* [EXERCISE GOAL]: Once the line containing "wrist: (653, 1189)" is found in the entries below, reproduce it and every line after it, stopping at and including the line containing "ring dip: (1269, 1089)"; reproduce nothing else, and keep each line exact.

* [INPUT FOR THIS TASK]:

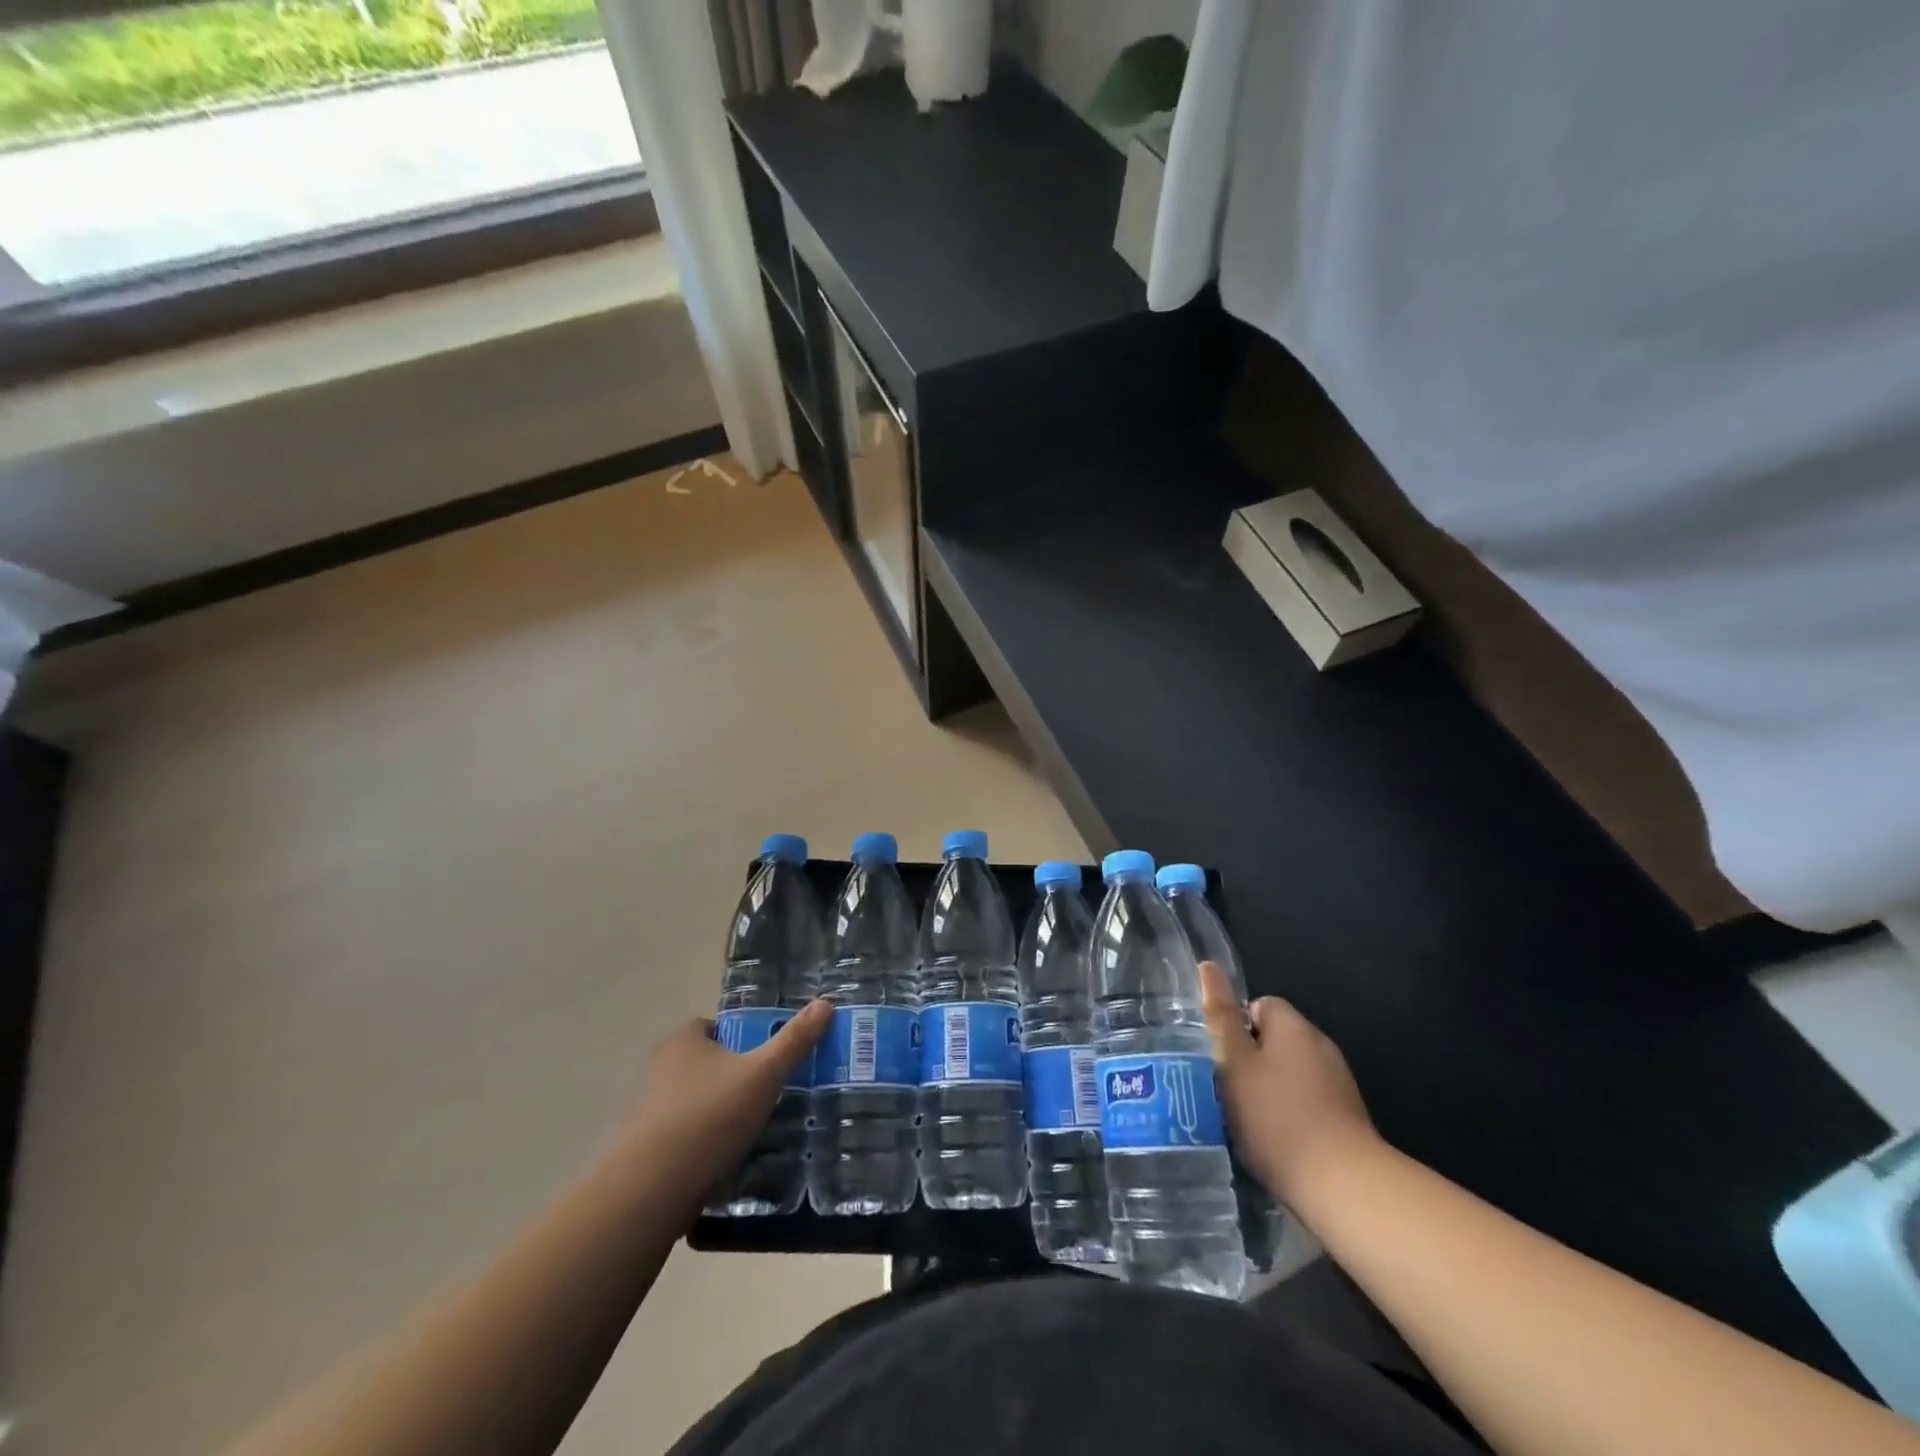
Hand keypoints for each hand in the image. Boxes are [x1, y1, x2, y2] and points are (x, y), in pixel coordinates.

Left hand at [617, 1000, 830, 1212]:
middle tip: (768, 1092)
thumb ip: (794, 1040)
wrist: (653, 1189)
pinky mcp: (647, 1149)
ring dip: (720, 1112)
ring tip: (755, 1128)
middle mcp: (661, 1068)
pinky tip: (729, 1159)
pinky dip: (706, 1143)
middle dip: (735, 1076)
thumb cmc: (710, 1116)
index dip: (742, 1038)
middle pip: (708, 1064)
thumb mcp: (764, 1074)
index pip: (716, 1026)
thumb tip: (825, 1003)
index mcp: (684, 1041)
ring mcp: (650, 1110)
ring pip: (697, 1101)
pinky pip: (686, 1135)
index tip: (767, 1058)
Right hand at [1201, 961, 1377, 1206]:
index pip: (1258, 1005)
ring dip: (1269, 1089)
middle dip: (1249, 1060)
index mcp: (1293, 1026)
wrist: (1344, 1187)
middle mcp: (1320, 1045)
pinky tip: (1276, 1140)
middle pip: (1274, 1039)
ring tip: (1246, 1119)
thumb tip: (1209, 966)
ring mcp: (1339, 1083)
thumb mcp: (1234, 1062)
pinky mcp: (1348, 1118)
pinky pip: (1308, 1101)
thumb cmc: (1277, 1117)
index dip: (1234, 1026)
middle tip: (1225, 1089)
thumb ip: (1220, 1016)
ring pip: (1290, 1072)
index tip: (1219, 1058)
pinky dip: (1290, 1114)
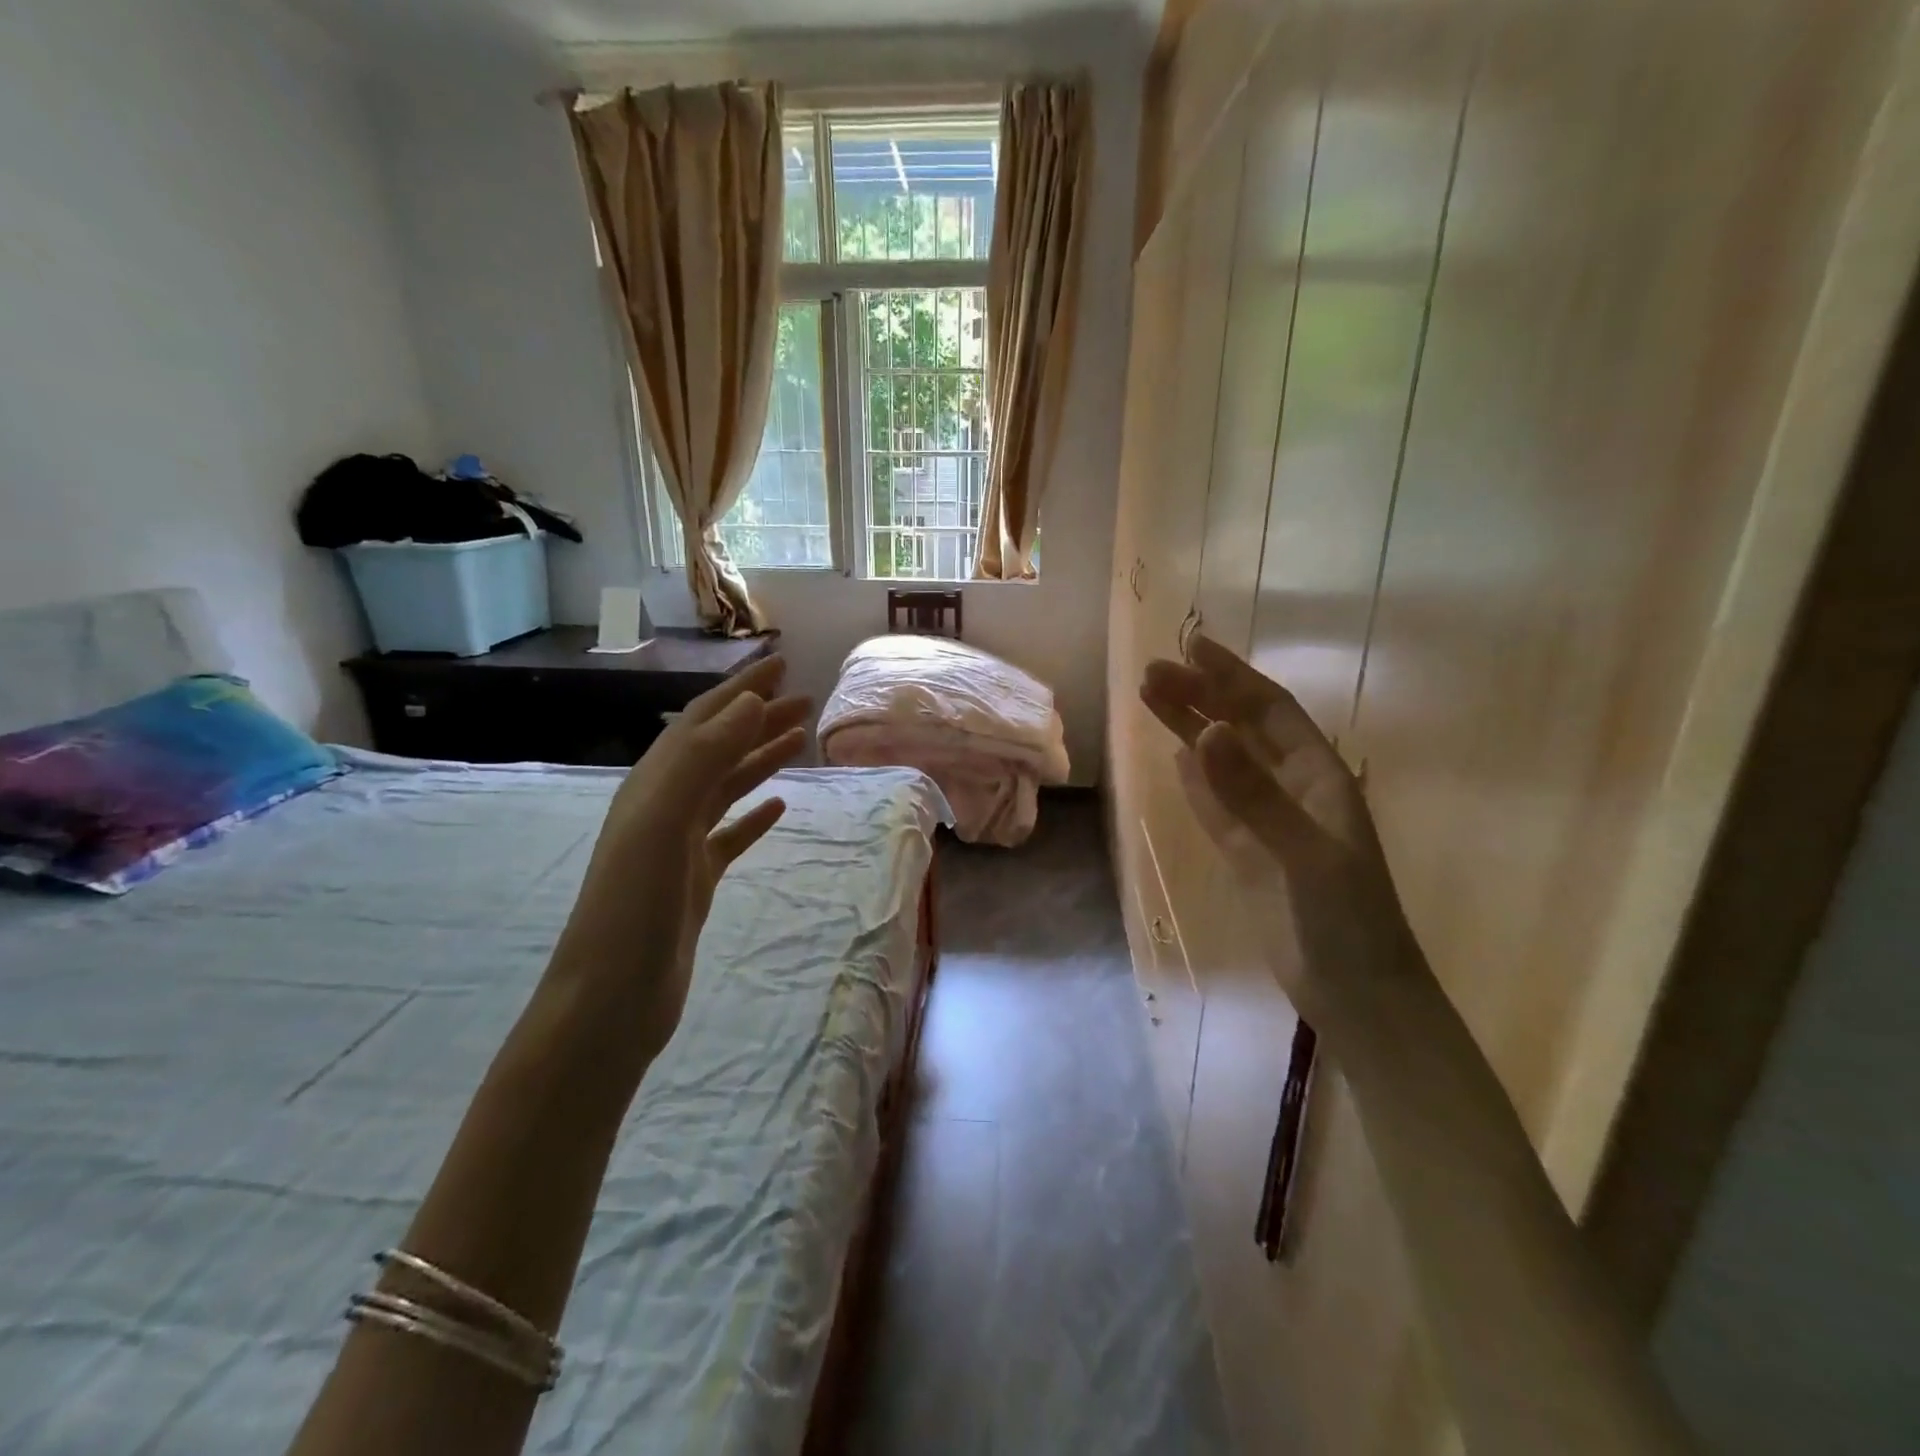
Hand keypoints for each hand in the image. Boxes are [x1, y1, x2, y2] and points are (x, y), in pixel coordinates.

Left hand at [543, 655, 809, 1068]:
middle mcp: (663, 806)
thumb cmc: (634, 907)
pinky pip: (730, 834)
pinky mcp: (694, 880)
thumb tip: (748, 704)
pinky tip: (780, 806)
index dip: (740, 690)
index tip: (781, 664)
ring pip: (727, 787)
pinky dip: (755, 814)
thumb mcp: (663, 822)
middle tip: (805, 699)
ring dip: (761, 759)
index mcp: (652, 785)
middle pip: (718, 748)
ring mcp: (678, 845)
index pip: (702, 722)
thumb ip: (702, 759)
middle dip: (759, 719)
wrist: (612, 999)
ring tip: (800, 739)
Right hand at [1140, 635, 1421, 1032]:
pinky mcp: (1248, 854)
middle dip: (1201, 697)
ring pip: (1223, 763)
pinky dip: (1197, 780)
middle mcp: (1294, 790)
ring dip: (1191, 729)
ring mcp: (1268, 822)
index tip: (1191, 647)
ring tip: (1151, 700)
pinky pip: (1217, 805)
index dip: (1232, 676)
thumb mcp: (1303, 852)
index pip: (1270, 711)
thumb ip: (1251, 794)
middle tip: (1151, 672)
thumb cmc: (1345, 920)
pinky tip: (1178, 758)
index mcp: (1319, 778)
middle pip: (1241, 729)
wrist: (1355, 995)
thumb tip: (1201, 733)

* [RESPONSE TO THE TASK]:
wrist: (653, 1189)
pinky mcp: (647, 1149)
ring dip: (720, 1112)
ring tip: (755, 1128)
middle mcp: (661, 1068)
pinky tip: (729, 1159)
pinky dip: (706, 1143)
middle dip: (735, 1076)
thumb cmc: (710, 1116)
index dip: (742, 1038)
middle pip: (708, 1064)
thumb mcp: (764, 1074)
index pip: (716, 1026)
thumb tip: (825, 1003)
index mcp: (684, 1041)
ring mcp: (650, 1110)
ring pip: (697, 1101)
pinky pip: (686, 1135)
index tip: (767, 1058)
Right hand at [1201, 961, 1377, 1206]:
index pip: (1258, 1005)
ring dip: (1269, 1089)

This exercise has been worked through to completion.